NAIRR Workshop · Jetstream2 Demo

What This Demo Is Doing — and Why

We take one AI model and run it three different ways to see which is fastest, lightest, and best — all on free cloud computing from NAIRR.

The big idea

An "AI model" is just a file full of math — the brain. But that brain can't do anything on its own; you need a piece of software to run it. There are several popular programs for this, and they're not all equally fast or efficient.

So we ask a simple, practical question: if we use the exact same AI brain, does it matter which program we run it with? We test three of the most popular ones and measure the difference.

🏎️ Think of it like a car engine. The model is the engine. The three programs are three different cars you could drop that same engine into. Same engine — but one car might be quicker off the line, another sips less fuel, another is built to carry a whole team. We're test‑driving all three.

What we're doing & why it matters

🔬 What we're doing

Running the same model (called Qwen3) through three programs — Ollama, llama.cpp, and vLLM — asking each the identical set of questions, and timing everything.

🎯 Why it matters

If you want to use AI in a classroom or research project, you have to pick a tool. This shows you, with real numbers, which one fits your needs — and proves you can do it on free NAIRR computing, no expensive hardware required.

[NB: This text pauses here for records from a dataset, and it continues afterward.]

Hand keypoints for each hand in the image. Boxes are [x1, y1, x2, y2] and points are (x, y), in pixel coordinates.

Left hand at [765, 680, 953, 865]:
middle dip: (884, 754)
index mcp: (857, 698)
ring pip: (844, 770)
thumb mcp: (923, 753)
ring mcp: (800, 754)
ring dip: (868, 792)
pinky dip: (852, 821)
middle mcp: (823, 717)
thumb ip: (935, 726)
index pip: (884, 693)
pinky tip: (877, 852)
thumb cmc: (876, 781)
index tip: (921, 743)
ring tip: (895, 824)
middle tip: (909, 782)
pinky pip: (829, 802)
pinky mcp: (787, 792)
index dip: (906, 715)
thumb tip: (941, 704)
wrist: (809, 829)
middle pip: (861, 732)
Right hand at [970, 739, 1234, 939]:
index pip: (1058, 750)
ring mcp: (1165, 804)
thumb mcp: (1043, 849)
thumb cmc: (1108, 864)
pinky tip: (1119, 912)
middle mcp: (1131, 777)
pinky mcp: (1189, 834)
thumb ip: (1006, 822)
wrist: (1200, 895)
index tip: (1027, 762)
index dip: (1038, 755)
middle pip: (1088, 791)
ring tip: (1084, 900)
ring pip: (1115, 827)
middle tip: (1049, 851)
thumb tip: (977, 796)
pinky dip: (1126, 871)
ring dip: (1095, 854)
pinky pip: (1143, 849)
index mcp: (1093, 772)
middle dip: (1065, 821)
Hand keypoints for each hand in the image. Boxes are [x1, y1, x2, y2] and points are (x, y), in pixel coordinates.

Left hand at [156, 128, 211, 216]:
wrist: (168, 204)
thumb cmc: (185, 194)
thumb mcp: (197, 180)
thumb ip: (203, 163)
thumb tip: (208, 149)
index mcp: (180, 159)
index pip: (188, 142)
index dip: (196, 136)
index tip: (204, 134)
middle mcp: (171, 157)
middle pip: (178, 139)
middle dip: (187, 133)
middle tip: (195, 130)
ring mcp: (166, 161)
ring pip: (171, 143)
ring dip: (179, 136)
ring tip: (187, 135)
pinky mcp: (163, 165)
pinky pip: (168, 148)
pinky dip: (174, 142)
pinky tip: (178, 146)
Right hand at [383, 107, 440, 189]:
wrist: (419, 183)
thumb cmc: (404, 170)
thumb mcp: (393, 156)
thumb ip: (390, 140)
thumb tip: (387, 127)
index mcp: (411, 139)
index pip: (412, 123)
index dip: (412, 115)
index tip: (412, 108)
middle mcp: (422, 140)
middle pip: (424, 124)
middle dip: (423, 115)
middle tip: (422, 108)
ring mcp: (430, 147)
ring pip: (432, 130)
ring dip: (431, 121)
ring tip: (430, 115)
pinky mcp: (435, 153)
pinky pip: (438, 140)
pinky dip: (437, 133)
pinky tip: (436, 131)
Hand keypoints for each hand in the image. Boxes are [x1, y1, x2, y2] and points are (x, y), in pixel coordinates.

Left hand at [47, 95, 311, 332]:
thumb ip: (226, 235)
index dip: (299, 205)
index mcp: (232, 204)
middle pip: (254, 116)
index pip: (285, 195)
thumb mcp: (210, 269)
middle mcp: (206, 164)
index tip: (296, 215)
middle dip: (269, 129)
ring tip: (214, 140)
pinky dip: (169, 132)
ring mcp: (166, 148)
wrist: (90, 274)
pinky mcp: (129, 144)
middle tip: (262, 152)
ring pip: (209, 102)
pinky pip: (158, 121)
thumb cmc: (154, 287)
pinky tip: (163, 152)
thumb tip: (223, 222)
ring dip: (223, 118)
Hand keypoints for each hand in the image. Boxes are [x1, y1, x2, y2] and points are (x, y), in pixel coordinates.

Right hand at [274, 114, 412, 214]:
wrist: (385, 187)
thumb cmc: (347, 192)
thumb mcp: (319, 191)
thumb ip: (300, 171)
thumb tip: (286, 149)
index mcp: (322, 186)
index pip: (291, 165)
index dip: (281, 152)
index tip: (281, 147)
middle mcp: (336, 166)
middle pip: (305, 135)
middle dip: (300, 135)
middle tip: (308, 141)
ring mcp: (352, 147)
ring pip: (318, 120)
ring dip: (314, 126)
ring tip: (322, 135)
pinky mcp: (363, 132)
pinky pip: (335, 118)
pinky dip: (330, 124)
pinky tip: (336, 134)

💡 Why such a small AI model? We're using a small model on purpose — it's the size that fits comfortably in the free, shared computing we have. It's not the "best" model; it's the right model for our resources. On a bigger allocation or with a graphics card you'd scale up. Matching the model to the computing you actually have is the real skill — and it's exactly what lets your whole class run at once on free national resources.

The sequence — what happens, step by step

Pick one model & write the questions

We choose a single AI model and prepare a fixed list of questions, so every program gets the exact same test. Fair comparison starts here.

Load the model into the first program

We start Ollama, give it the model, and ask it our questions — recording how long each answer takes.

Repeat with the next program

We do the very same thing with llama.cpp, then vLLM. (vLLM needs a graphics card — on a basic instance it's skipped automatically.)

Measure everything

For each answer we track: how fast it types (words per second), how quickly it starts replying, how much memory it uses, and how good the answer is.

Put it all in one comparison table

Finally we line the three programs up side by side so the winner — and the trade‑offs — are obvious at a glance.

The questions we ask (and what each one reveals)

Quick hello

"Hi, who are you?" — measures the bare minimum response time. How snappy is it?

Explain

"Why is the sky blue?" — a everyday explanation, easy to judge for quality.

Write code

"Write a program to find prime numbers." — can it produce correct, working code?

Long answer

"Write a 400-word essay on photosynthesis." — the best test of sustained speed.

Reasoning

A two-step discount math problem. — does it actually think, or just guess?

Follow format

"List the planets as structured data." — can it follow precise instructions?

Comprehension

Read a passage, then answer about it. — how well does it handle longer input?

All at once

Every question at the same time. — which program handles a "crowd" (like a full classroom) best?

🎓 The one thing to take away

By the end, you'll have seen — with real numbers — that there's a simple rule behind all of it:

The program you choose mostly changes the speed.
The model's size mostly changes the quality of the answers.

Knowing that, you can confidently pick the right setup for your own classroom or research — and you just did it all on free, shared national computing.